Jordan tapped Cottingham's arm and muttered something. The reporter grimaced slightly, but gamely shuffled out the proper envelope and opened it. His frown vanished as he read the contents and he smiled wryly. "Number twenty- eight. Linda Smith; not pregnant. Control."

There was a collective sigh of released tension. An unreadable expression flickered across Dan's face as he glanced at Jordan and Halladay. Then, clamping his jaw tightly, he walked back to the gurneys. To others in the room he may have simply looked determined—but I knew better. He was flustered, and flustered badly. He'd counseled several women in the past who'd given birth to stillborn children, and dropping the memory of that trauma into the middle of an already emotional experience must have been like a kick in the head. The fact that he obviously hadn't even considered the possibility of a control was clear evidence of his overwrought state. I wondered briefly if he would call for a break, but I already knew that he wouldn't permit himself that luxury. He had fought hard these past few weeks to portray himself as a calm, dispassionate scientist who could make the Lifeline Experiment a genuinely impartial search for truth, and he would turn his stomach into a massive ulcer before he would undermine that effort with even a suggestion of weakness.

From that point on, Dan's face was a granite mask, and for the next forty minutes I sat helplessly by, grinding my fingernails into my palms.

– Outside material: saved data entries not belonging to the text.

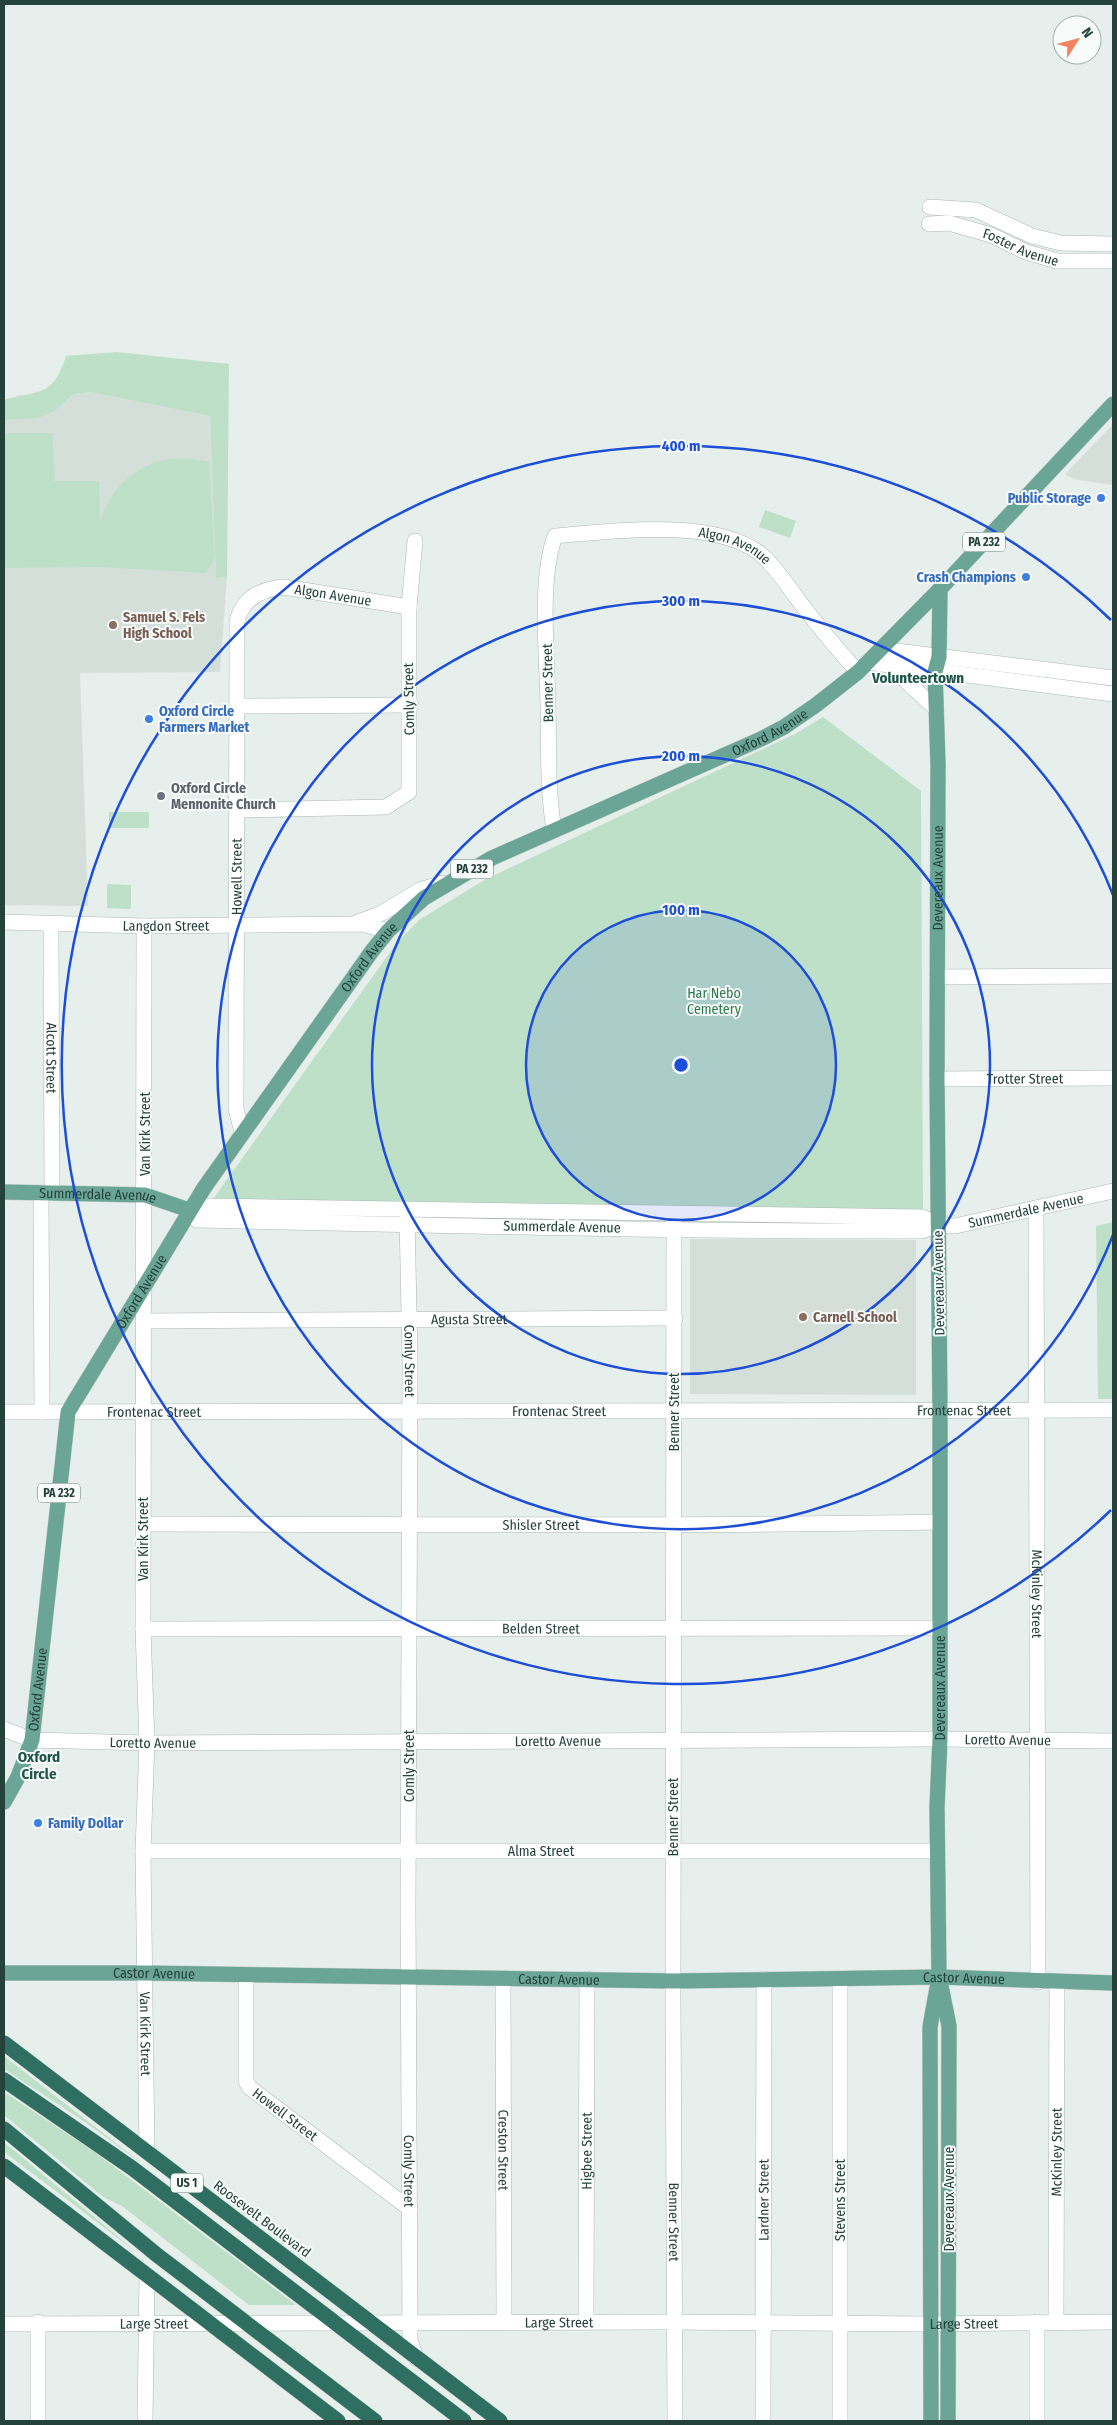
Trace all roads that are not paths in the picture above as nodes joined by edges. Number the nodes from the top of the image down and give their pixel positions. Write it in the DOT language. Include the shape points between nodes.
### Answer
graph roads {
  1 [pos="930,207"];
  2 [pos="929,224"];
  3 [pos="1113,244"];
  4 [pos="1113,261"];
  5 [pos="1113,404"];
  6 [pos="555,536"];
  7 [pos="415,540"];
  8 [pos="940,589"];
  9 [pos="409,606"];
  10 [pos="237,622"];
  11 [pos="880,648"];
  12 [pos="939,657"];
  13 [pos="888,664"];
  14 [pos="862,667"];
  15 [pos="935,672"];
  16 [pos="1113,678"];
  17 [pos="1113,694"];
  18 [pos="411,705"];
  19 [pos="238,706"];
  20 [pos="935,708"];
  21 [pos="238,810"];
  22 [pos="554,830"];
  23 [pos="449,881"];
  24 [pos="4,922"];
  25 [pos="52,923"];
  26 [pos="238,924"];
  27 [pos="352,924"];
  28 [pos="144,926"];
  29 [pos="388,930"];
  30 [pos="1113,976"];
  31 [pos="937,977"];
  32 [pos="1113,1078"];
  33 [pos="937,1079"];
  34 [pos="242,1132"];
  35 [pos="1113,1191"];
  36 [pos="4,1192"];
  37 [pos="47,1193"];
  38 [pos="145,1195"];
  39 [pos="1036,1208"];
  40 [pos="189,1210"];
  41 [pos="407,1217"];
  42 [pos="674,1221"];
  43 [pos="938,1225"];
  44 [pos="145,1284"];
  45 [pos="675,1318"];
  46 [pos="409,1320"];
  47 [pos="143,1321"];
  48 [pos="1037,1410"];
  49 [pos="1113,1410"];
  50 [pos="674,1411"];
  51 [pos="4,1412"];
  52 [pos="42,1412"];
  53 [pos="68,1412"];
  54 [pos="409,1412"];
  55 [pos="940,1412"];
  56 [pos="144,1414"];
  57 [pos="939,1522"];
  58 [pos="143,1524"];
  59 [pos="409,1524"];
  60 [pos="674,1525"];
  61 [pos="673,1628"];
  62 [pos="939,1628"];
  63 [pos="143,1629"];
  64 [pos="410,1629"];
  65 [pos="4,1729"];
  66 [pos="940,1739"];
  67 [pos="32,1740"];
  68 [pos="408,1740"];
  69 [pos="673,1741"];
  70 [pos="1113,1741"];
  71 [pos="1036,1742"];
  72 [pos="147,1743"];
  73 [pos="4,1802"];
  74 [pos="143,1851"];
  75 [pos="937,1851"];
  76 [pos="408,1852"];
  77 [pos="673,1852"];
  78 [pos="4,1973"];
  79 [pos="145,1973"];
  80 [pos="246,1975"];
  81 [pos="410,1977"];
  82 [pos="939,1977"];
  83 [pos="503,1978"];
  84 [pos="764,1978"];
  85 [pos="586,1979"];
  86 [pos="840,1979"];
  87 [pos="673,1981"];
  88 [pos="1038,1982"];
  89 [pos="1056,1982"];
  90 [pos="1113,1982"];
  91 [pos="4,2043"];
  92 [pos="4,2080"];
  93 [pos="4,2129"];
  94 [pos="147,2152"];
  95 [pos="930,2154"];
  96 [pos="949,2155"];
  97 [pos="4,2166"];
  98 [pos="410,2209"];
  99 [pos="147,2275"];
  100 [pos="38,2322"];
  101 [pos="504,2322"];
  102 [pos="586,2322"];
  103 [pos="675,2322"];
  104 [pos="1037,2322"];
  105 [pos="1056,2322"];
  106 [pos="1113,2322"];
  107 [pos="146,2323"];
  108 [pos="209,2323"];
  109 [pos="246,2323"];
  110 [pos="335,2323"];
  111 [pos="371,2323"];
  112 [pos="410,2323"];
  113 [pos="763,2323"];
  114 [pos="840,2323"];
  115 [pos="4,2324"];
  116 [pos="929,2324"];
  117 [pos="949,2324"];
  118 [pos="416,2358"];
  119 [pos="38,2421"];
  120 [pos="145,2421"];
  121 [pos="338,2421"];
  122 [pos="375,2421"];
  123 [pos="464,2421"];
  124 [pos="500,2421"];
  125 [pos="675,2421"];
  126 [pos="764,2421"];
  127 [pos="840,2421"];
  128 [pos="931,2421"];
  129 [pos="948,2421"];
  130 [pos="1037,2421"];
  1 -- 3 [label="street, Foster Avenue" via="976,210 1032,236 1061,243"];
  2 -- 4 [label="street, Foster Avenue" via="949,222 991,234 1026,252 1057,261"];
  5 -- 8 [label="main road, Oxford Avenue / PA 232"];
  6 -- 14 [label="street, Algon Avenue" via="674,530 728,536 766,558 823,632"];
  6 -- 22 [label="street, Benner Street" via="547,567 550,802"];
  7 -- 9 [label="street"];
  8 -- 11 [label="main road, Oxford Avenue / PA 232"];
  8 -- 12 [label="main road, Devereaux Avenue"];
  9 -- 10 [label="street, Algon Avenue" via="284,587 271,588 244,604"];
  9 -- 18 [label="street, Comly Street"];
  10 -- 19 [label="street, Howell Street"];
  11 -- 12 [label="street"];
  11 -- 14 [label="main road, Oxford Avenue / PA 232"];
  12 -- 15 [label="main road, Devereaux Avenue"];
  12 -- 16 [label="street"];
  13 -- 14 [label="street"];
  13 -- 15 [label="street"];
  13 -- 20 [label="street"];
  14 -- 22 [label="main road, Oxford Avenue / PA 232" via="842,687 784,727"];
  15 -- 17 [label="street"];
  15 -- 20 [label="main road, Devereaux Avenue"];
  18 -- 19 [label="street"];
  18 -- 21 [label="street, Comly Street" via="409,792 386,807"];
  19 -- 21 [label="street, Howell Street"];
  20 -- 31 [label="main road, Devereaux Avenue" via="938,764"];
  21 -- 26 [label="street, Howell Street"];
  22 -- 23 [label="main road, Oxford Avenue / PA 232"];
  23 -- 27 [label="street" via="420,890 380,914"];
  23 -- 29 [label="main road, Oxford Avenue / PA 232"];
  24 -- 25 [label="street, Langdon Street"];
  25 -- 28 [label="street, Langdon Street"];
  25 -- 37 [label="street, Alcott Street"];
  26 -- 27 [label="street, Langdon Street"];
  26 -- 28 [label="street, Langdon Street"];
  26 -- 34 [label="street, Howell Street" via="236,1109"];
  27 -- 29 [label="street, Langdon Street"];
  28 -- 38 [label="street, Van Kirk Street"];
  29 -- 34 [label="main road, Oxford Avenue / PA 232"];
  30 -- 31 [label="street"];
  31 -- 33 [label="main road, Devereaux Avenue"];
  32 -- 33 [label="street, Trotter Street"];
  33 -- 43 [label="main road, Devereaux Avenue"];
  34 -- 40 [label="main road, Oxford Avenue / PA 232"];
  35 -- 39 [label="street, Summerdale Avenue"];
  36 -- 37 [label="main road, Summerdale Avenue"];
  37 -- 38 [label="main road, Summerdale Avenue"];
  37 -- 52 [label="street, Alcott Street"];
  38 -- 40 [label="main road, Summerdale Avenue"];
  38 -- 44 [label="street, Van Kirk Street"];
  39 -- 43 [label="street, Summerdale Avenue" via="955,1226"];
  39 -- 48 [label="street, McKinley Street"];
  40 -- 41 [label="street, Summerdale Avenue" via="197,1220"];
  40 -- 44 [label="main road, Oxford Avenue / PA 232"];
  41 -- 42 [label="street, Summerdale Avenue"];
  41 -- 46 [label="street, Comly Street"];
  42 -- 43 [label="street, Summerdale Avenue" via="922,1217"];
  42 -- 45 [label="street, Benner Street"];
  43 -- 55 [label="main road, Devereaux Avenue"];
  44 -- 47 [label="street, Van Kirk Street"];
  44 -- 53 [label="main road, Oxford Avenue / PA 232"];
  45 -- 46 [label="street, Agusta Street"];
  45 -- 50 [label="street, Benner Street"];
  46 -- 47 [label="street, Agusta Street"];
  46 -- 54 [label="street, Comly Street"];
  47 -- 56 [label="street, Van Kirk Street"];
  48 -- 49 [label="street, Frontenac Street"];
  48 -- 55 [label="street, Frontenac Street"];
  48 -- 71 [label="street, McKinley Street"];
  50 -- 54 [label="street, Frontenac Street"];
  50 -- 55 [label="street, Frontenac Street"];
  50 -- 60 [label="street, Benner Street"];
  51 -- 52 [label="street, Frontenac Street"];
  52 -- 53 [label="street, Frontenac Street"];
  53 -- 56 [label="street, Frontenac Street"];
  53 -- 67 [label="main road, Oxford Avenue / PA 232"];
  54 -- 56 [label="street, Frontenac Street"];
  54 -- 59 [label="street, Comly Street"];
  55 -- 57 [label="main road, Devereaux Avenue"];
  56 -- 58 [label="street, Van Kirk Street"];
  57 -- 60 [label="street, Shisler Street"];
  57 -- 62 [label="main road, Devereaux Avenue"];
  58 -- 59 [label="street, Shisler Street"];
  58 -- 63 [label="street, Van Kirk Street"];
  59 -- 60 [label="street, Shisler Street"];
  59 -- 64 [label="street, Comly Street"];
  60 -- 61 [label="street, Benner Street"];
  61 -- 62 [label="street, Belden Street"];
  61 -- 64 [label="street, Belden Street"];
  61 -- 69 [label="street, Benner Street"];
  62 -- 66 [label="main road, Devereaux Avenue"];
  63 -- 64 [label="street, Belden Street"];
  63 -- 72 [label="street, Van Kirk Street"];
  64 -- 68 [label="street, Comly Street"];
  65 -- 67 [label="street, Loretto Avenue"];
  66 -- 69 [label="street, Loretto Avenue"];
  66 -- 71 [label="street, Loretto Avenue"];
  66 -- 75 [label="main road, Devereaux Avenue"];
  67 -- 72 [label="street, Loretto Avenue"];
  67 -- 73 [label="main road, Oxford Avenue / PA 232"];
  68 -- 69 [label="street, Loretto Avenue"];
  68 -- 72 [label="street, Loretto Avenue"];
  68 -- 76 [label="street, Comly Street"];
  69 -- 77 [label="street, Benner Street"];
  70 -- 71 [label="street, Loretto Avenue"];
  71 -- 88 [label="street, McKinley Street"];
  72 -- 74 [label="street, Van Kirk Street"];
  74 -- 76 [label="street, Alma Street"];
  74 -- 79 [label="street, Van Kirk Street"];
  75 -- 77 [label="street, Alma Street"];
  75 -- 82 [label="main road, Devereaux Avenue"];
  76 -- 77 [label="street, Alma Street"];
  76 -- 81 [label="street, Comly Street"];
  77 -- 87 [label="street, Benner Street"];
  78 -- 79 [label="main road, Castor Avenue"];
  79 -- 80 [label="main road, Castor Avenue"];
  79 -- 94 [label="street, Van Kirk Street"];
  80 -- 81 [label="main road, Castor Avenue"];
  80 -- 98 [label="street, Howell Street" via="246,2081 249,2086"];
  81 -- 83 [label="main road, Castor Avenue"];
  81 -- 98 [label="street, Comly Street"];
  82 -- 86 [label="main road, Castor Avenue"];
  82 -- 88 [label="main road, Castor Avenue"];
  82 -- 95 [label="main road, Devereaux Avenue" via="930,2027"];
  82 -- 96 [label="main road, Devereaux Avenue" via="950,2026"];
  83 -- 85 [label="main road, Castor Avenue"];
  83 -- 101 [label="street, Creston Street"];
  84 -- 86 [label="main road, Castor Avenue"];
  84 -- 87 [label="main road, Castor Avenue"];
  84 -- 113 [label="street, Lardner Street"];
  85 -- 87 [label="main road, Castor Avenue"];
  85 -- 102 [label="street, Higbee Street"];
  86 -- 114 [label="street, Stevens Street"];
  87 -- 103 [label="street, Benner Street"];
  88 -- 89 [label="main road, Castor Avenue"];
  89 -- 90 [label="main road, Castor Avenue"];
  89 -- 105 [label="street, McKinley Street"];
  91 -- 94 [label="highway, Roosevelt Boulevard / US 1"];
  92 -- 110 [label="highway, US 1" via="132,2168"];
  93 -- 109 [label="highway" via="128,2232"];
  94 -- 111 [label="highway, Roosevelt Boulevard / US 1"];
  95 -- 96 [label="main road"];
  95 -- 116 [label="main road, Devereaux Avenue"];
  96 -- 117 [label="main road, Devereaux Avenue"];
  97 -- 99 [label="highway"];
  98 -- 112 [label="street, Comly Street"];
  99 -- 107 [label="street"];
  99 -- 108 [label="highway"];
  100 -- 107 [label="street, Large Street"];
  100 -- 115 [label="street, Large Street"];
  100 -- 119 [label="street"];
  101 -- 102 [label="street, Large Street"];
  101 -- 112 [label="street, Large Street"];
  102 -- 103 [label="street, Large Street"];
  103 -- 113 [label="street, Large Street"];
  103 -- 125 [label="street, Benner Street"];
  104 -- 105 [label="street, Large Street"];
  104 -- 117 [label="street, Large Street"];
  104 -- 130 [label="street"];
  105 -- 106 [label="street, Large Street"];
  107 -- 108 [label="street, Large Street"];
  107 -- 120 [label="street"];
  108 -- 109 [label="street, Large Street"];
  108 -- 121 [label="highway"];
  109 -- 110 [label="street, Large Street"];
  109 -- 122 [label="highway"];
  110 -- 111 [label="street, Large Street"];
  110 -- 123 [label="highway, US 1"];
  111 -- 112 [label="street, Large Street"];
  111 -- 118 [label="highway, Roosevelt Boulevard / US 1"];
  112 -- 118 [label="street, Comly Street" via="411,2346"];
  113 -- 114 [label="street, Large Street"];
  113 -- 126 [label="street, Lardner Street"];
  114 -- 116 [label="street, Large Street"];
  114 -- 127 [label="street, Stevens Street"];
  116 -- 117 [label="street, Large Street"];
  116 -- 128 [label="main road, Devereaux Avenue"];
  117 -- 129 [label="main road, Devereaux Avenue"];
  118 -- 124 [label="highway, Roosevelt Boulevard / US 1"];
}
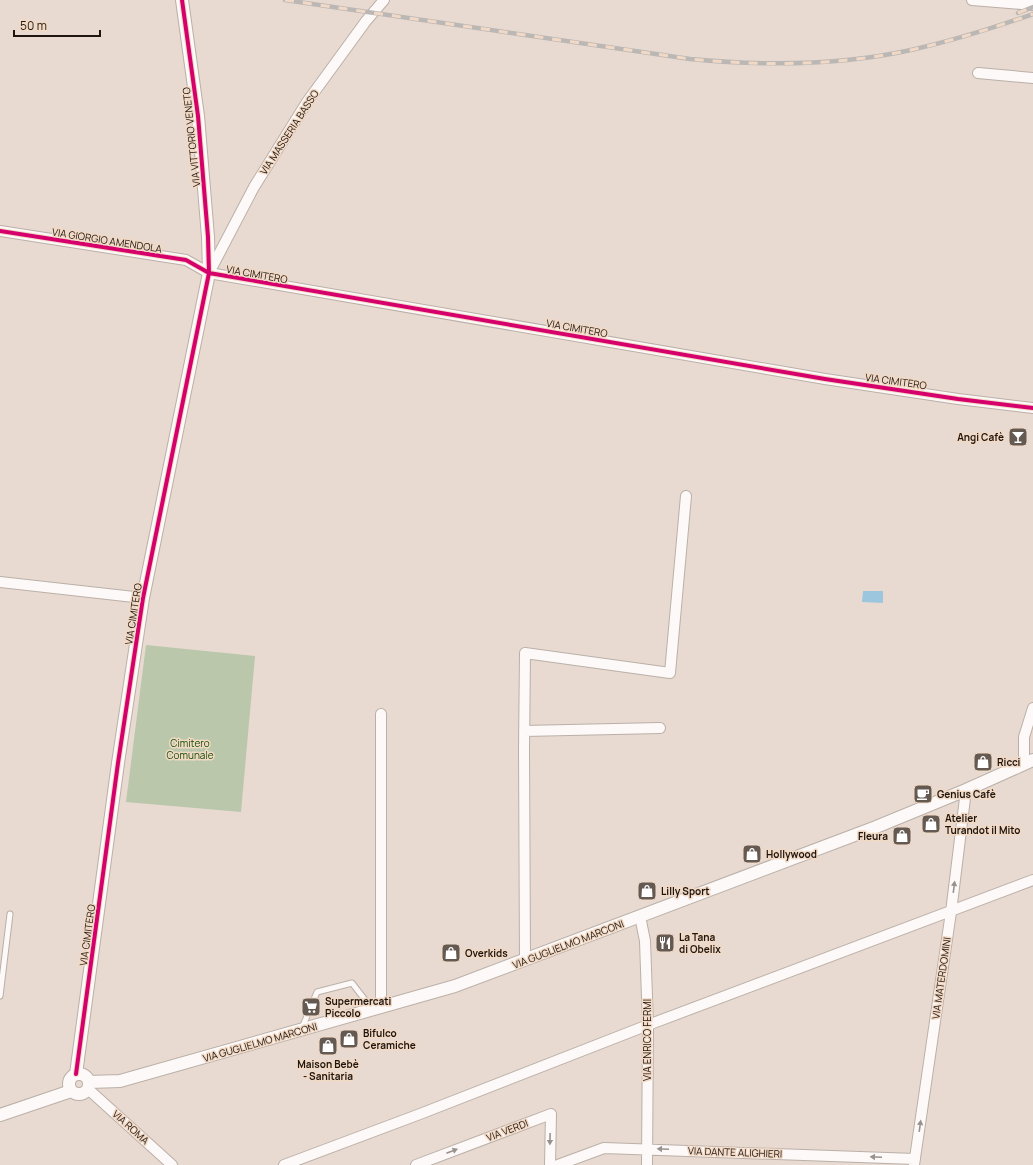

The silence in the room as Dan handed Cottingham the last card was so complete that I could clearly hear the ticking of Jordan's antique wristwatch. Picking up the first of his envelopes, Cottingham opened it. "Number twenty- three," he read into the microphone, enunciating his words carefully. "Alice Grant; nine months pregnant." Reaching to the line of cards in front of him, he turned the corresponding one over. "Human," he read. Card and envelope went to one side, and as he opened the second envelope I shifted my attention to Dan. He had stepped back among the gurneys and was watching Cottingham, his expression calm but with a strange, brittle quality to it that sent a sudden shiver up my back. "Number one. Vicki Thuma; eight and a half months pregnant," Cottingham read. Pause. "Human."

One by one he worked his way down the stack, finishing with the third- trimester mothers and starting on those in their second three months... and as each card he picked up identified the child as fully human, the silence began to give way to a buzz of unsure conversation. Cottingham read on; and as he reached the first-trimester women the buzz took on edges of both triumphant and angry disbelief. No one, I sensed, had really expected the result that was unfolding.

He reached the last envelope, and as he tore it open the room suddenly became quiet again. "Number fourteen. Barbara Remington: five weeks pregnant." His hand was trembling just slightly as he turned over the final card. "Human. Human," he repeated, as if not quite believing it.

"That's impossible!" Eve Unger's clear voice cut through the silence, a fraction of a second before the whole room exploded into pandemonium. "A fetus's brain has hardly started development at five weeks," she shouted over the din. "It's a fraud—Staley's been bought by the Family Alliance!"

Dan didn't reply, though anything he said would have been inaudible anyway through the accusations, claims, and counterclaims filling the air like opposing mortar barrages. He just stood there, looking up at the NIFE representative, his expression still calm. He knew what he'd seen and would not be moved from his testimony. And yet, as I look back on his face now, I can see the faintest hint of the uneasiness—the knowledge that what she said made sense—that I now know must have haunted the last fifteen years of his life.